Space efficient marketing email storage

88 views Asked by At

I'm working on a mail gateway that would automatically provide (among other things) "view in browser" functionality for all emails that are being sent through it. This raises the need to store all emails somewhere so that they can be easily accessed. Even though time period is limited, and even applying gzip before saving the message, we're looking at ~500GB of storage required to just keep recent messages.

Since all emails are mostly identical (except for a few personal variables), I was thinking if there is a more efficient way to store. Something that deduplicates stuff across multiple records, or something like that. Any suggestions on that?

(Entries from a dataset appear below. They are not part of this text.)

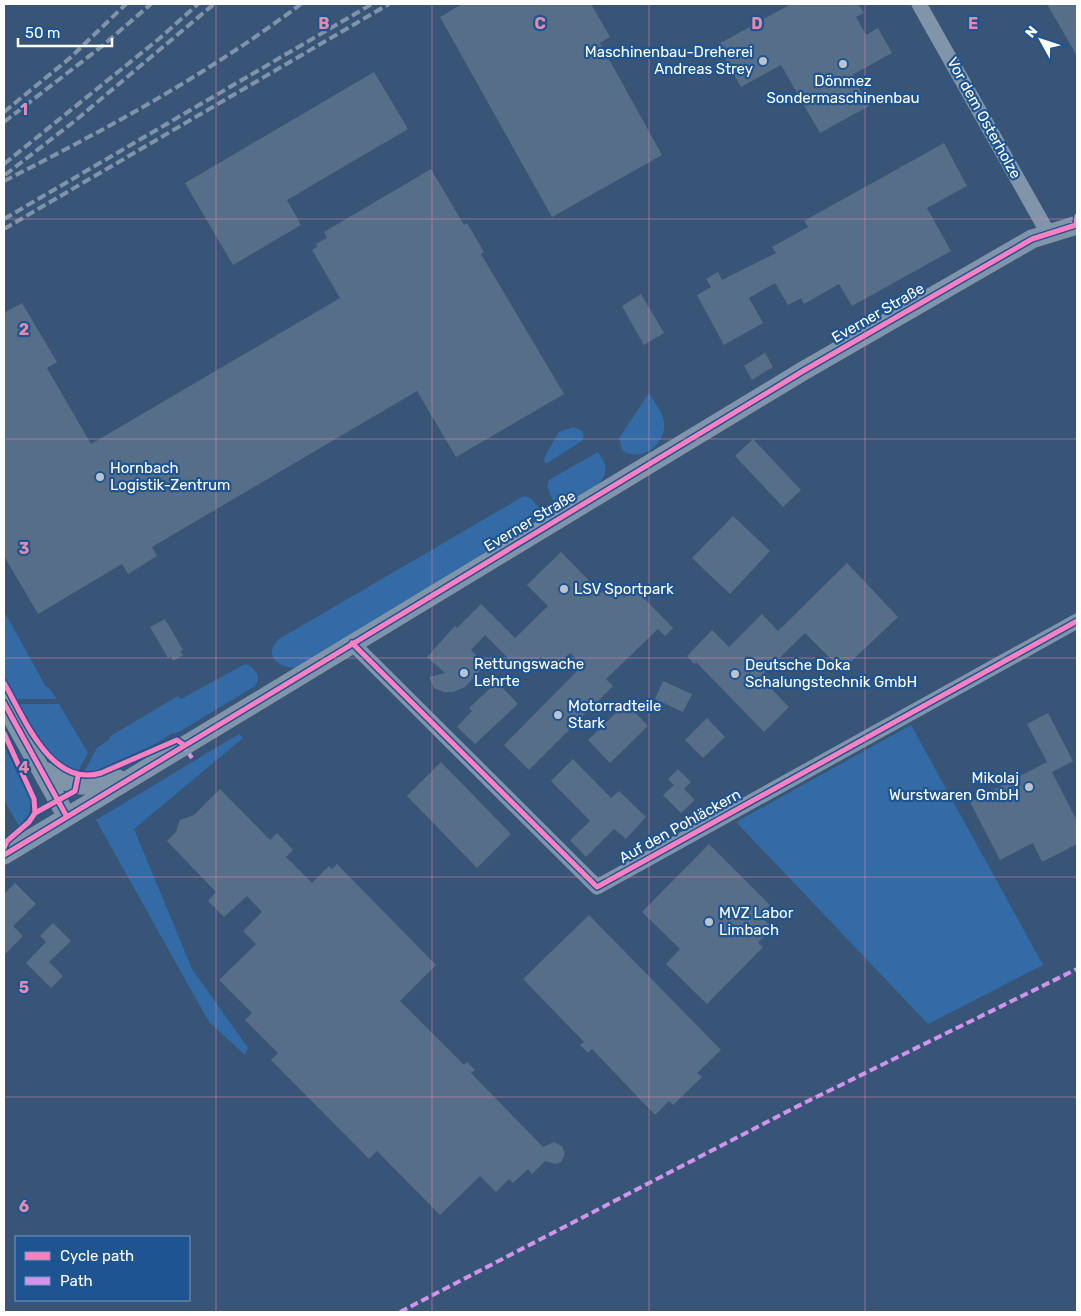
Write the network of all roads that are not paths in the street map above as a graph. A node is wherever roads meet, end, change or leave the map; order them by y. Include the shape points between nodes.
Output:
1 (919, 4) edge
2 (1077, 225) edge
3 (1048, 233) junction
4 (1077, 621) edge
5 (352, 643) junction
6 (4, 703) edge
7 (41, 769) junction
8 (137, 774) junction
9 (67, 817) junction
10 (4, 855) edge

1 - 3 street, Vor dem Osterholze
2 - 3 street, Everner Straße
3 - 5 street, Everner Straße via 1021,245 803,371
4 - 5 street, Auf den Pohläckern via 597,886
5 - 8 street, Everner Straße
6 - 7 street
7 - 8 street via 77,785 90,786
7 - 9 street
8 - 9 street, Everner Straße
9 - 10 street, Everner Straße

Alternate way would be to save the template, and save only variables for each email sent, but we don't want to do that, as this process should be transparent to the sender. This means that this information would not be accessible, and it needs to be deduced after the fact.

2

There are 2 answers

1
John On

This should all be done dynamically. Store the email once as it existed before you added your subscriber specific content/merge tags (variables). In the email you would need to have the 'view in browser' link unique to each subscriber. Based on the link you would then serve up their unique variables in the browser based version.

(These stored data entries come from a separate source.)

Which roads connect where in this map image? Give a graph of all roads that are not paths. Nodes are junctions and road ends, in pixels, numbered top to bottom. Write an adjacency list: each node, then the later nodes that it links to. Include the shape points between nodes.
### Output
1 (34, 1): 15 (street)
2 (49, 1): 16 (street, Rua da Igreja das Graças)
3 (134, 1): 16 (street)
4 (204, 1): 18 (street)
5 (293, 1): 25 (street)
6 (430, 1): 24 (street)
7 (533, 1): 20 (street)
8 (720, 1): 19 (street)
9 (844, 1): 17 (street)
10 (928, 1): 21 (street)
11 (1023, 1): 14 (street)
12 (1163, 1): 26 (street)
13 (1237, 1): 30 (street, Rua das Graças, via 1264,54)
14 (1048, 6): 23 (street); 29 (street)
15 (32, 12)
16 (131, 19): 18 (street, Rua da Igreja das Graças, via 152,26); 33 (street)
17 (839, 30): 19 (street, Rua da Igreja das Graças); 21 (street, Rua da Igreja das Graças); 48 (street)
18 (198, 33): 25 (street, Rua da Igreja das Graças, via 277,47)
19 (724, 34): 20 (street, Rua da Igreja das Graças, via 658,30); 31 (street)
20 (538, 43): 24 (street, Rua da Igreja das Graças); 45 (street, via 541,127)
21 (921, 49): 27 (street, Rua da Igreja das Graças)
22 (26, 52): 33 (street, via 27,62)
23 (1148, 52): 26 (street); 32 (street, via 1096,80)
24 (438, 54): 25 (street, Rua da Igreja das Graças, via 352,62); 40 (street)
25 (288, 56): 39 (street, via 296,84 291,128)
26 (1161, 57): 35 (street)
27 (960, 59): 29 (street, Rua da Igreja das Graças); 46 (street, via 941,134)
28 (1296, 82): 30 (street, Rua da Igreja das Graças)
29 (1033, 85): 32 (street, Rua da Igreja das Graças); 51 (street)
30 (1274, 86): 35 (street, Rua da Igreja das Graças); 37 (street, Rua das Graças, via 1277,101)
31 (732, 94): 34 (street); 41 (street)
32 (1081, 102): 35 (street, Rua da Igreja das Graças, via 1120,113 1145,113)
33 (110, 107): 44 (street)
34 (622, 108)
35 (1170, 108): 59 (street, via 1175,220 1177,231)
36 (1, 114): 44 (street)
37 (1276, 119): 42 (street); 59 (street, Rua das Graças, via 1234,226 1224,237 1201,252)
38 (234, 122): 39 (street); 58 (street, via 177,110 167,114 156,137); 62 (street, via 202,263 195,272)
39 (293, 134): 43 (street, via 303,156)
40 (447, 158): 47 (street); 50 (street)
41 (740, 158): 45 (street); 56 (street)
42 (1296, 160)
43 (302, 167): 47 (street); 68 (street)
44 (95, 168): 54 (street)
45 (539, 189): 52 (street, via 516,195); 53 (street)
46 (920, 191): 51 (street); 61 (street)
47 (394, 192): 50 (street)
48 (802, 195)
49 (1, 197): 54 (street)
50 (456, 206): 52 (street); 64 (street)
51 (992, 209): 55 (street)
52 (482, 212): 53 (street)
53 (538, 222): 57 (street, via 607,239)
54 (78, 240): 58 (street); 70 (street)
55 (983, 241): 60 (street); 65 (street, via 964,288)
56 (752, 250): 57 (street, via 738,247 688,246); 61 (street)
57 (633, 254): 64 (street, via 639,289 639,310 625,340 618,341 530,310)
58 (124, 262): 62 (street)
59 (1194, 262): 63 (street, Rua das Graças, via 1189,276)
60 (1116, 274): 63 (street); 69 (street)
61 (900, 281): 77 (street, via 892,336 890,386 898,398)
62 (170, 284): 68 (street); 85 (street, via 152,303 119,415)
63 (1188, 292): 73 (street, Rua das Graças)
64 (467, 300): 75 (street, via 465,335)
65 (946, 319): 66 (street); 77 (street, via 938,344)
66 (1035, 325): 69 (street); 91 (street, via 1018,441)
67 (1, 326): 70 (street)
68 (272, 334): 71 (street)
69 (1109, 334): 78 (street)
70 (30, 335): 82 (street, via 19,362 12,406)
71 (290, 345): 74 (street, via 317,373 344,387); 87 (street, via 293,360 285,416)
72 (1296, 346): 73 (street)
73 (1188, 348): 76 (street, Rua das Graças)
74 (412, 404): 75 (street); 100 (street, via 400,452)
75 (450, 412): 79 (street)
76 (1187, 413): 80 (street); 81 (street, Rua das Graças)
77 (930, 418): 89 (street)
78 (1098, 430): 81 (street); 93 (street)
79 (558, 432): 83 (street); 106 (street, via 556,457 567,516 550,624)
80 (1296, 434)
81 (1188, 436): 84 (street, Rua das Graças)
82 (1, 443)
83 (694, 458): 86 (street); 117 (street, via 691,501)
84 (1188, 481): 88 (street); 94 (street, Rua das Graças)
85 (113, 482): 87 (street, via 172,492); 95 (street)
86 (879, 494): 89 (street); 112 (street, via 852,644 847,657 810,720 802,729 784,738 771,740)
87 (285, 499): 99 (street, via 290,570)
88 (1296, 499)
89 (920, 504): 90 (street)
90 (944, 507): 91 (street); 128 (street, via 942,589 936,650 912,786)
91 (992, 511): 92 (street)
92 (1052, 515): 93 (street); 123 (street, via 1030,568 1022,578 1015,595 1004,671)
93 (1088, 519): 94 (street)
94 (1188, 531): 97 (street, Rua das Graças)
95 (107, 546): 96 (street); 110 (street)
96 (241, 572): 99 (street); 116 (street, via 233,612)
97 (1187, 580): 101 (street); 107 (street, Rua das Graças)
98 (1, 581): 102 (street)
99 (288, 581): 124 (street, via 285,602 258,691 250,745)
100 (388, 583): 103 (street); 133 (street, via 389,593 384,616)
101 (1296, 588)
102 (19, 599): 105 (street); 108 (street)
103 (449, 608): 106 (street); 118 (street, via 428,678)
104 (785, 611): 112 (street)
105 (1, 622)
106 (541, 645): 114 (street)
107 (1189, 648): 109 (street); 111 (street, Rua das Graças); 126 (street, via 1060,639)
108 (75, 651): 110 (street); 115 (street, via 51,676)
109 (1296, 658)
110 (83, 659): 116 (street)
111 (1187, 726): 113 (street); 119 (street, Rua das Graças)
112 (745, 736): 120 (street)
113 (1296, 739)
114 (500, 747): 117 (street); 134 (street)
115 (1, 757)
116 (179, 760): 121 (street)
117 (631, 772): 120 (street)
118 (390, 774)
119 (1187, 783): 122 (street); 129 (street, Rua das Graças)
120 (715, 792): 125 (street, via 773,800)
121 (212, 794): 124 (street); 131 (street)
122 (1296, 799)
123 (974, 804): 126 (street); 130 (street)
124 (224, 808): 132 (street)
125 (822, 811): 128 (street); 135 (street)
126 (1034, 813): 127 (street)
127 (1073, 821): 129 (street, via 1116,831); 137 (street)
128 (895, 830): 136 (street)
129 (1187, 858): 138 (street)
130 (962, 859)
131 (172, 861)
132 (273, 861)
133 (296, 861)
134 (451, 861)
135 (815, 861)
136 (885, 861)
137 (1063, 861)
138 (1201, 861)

If there is a lot of unique content, you might want to use a database, otherwise if it is just their name for example, you could pass that as a url parameter itself.

0
Filip Hanes On
  1. If there are duplicated images/attachments/parts you can implement deduplication of parts based on their content hash.

  2. You could pack multiple messages in TAR or MBOX file format and then compress them before storing. Compression ratio would be better, because of more duplicate bytes in one file. Random email access would be harder depending on how many emails are compressed in 1 file.

  3. Train custom compression dictionary and compress each email independently. Zstd for example: https://facebook.github.io/zstd/#small-data

EDIT: added third solution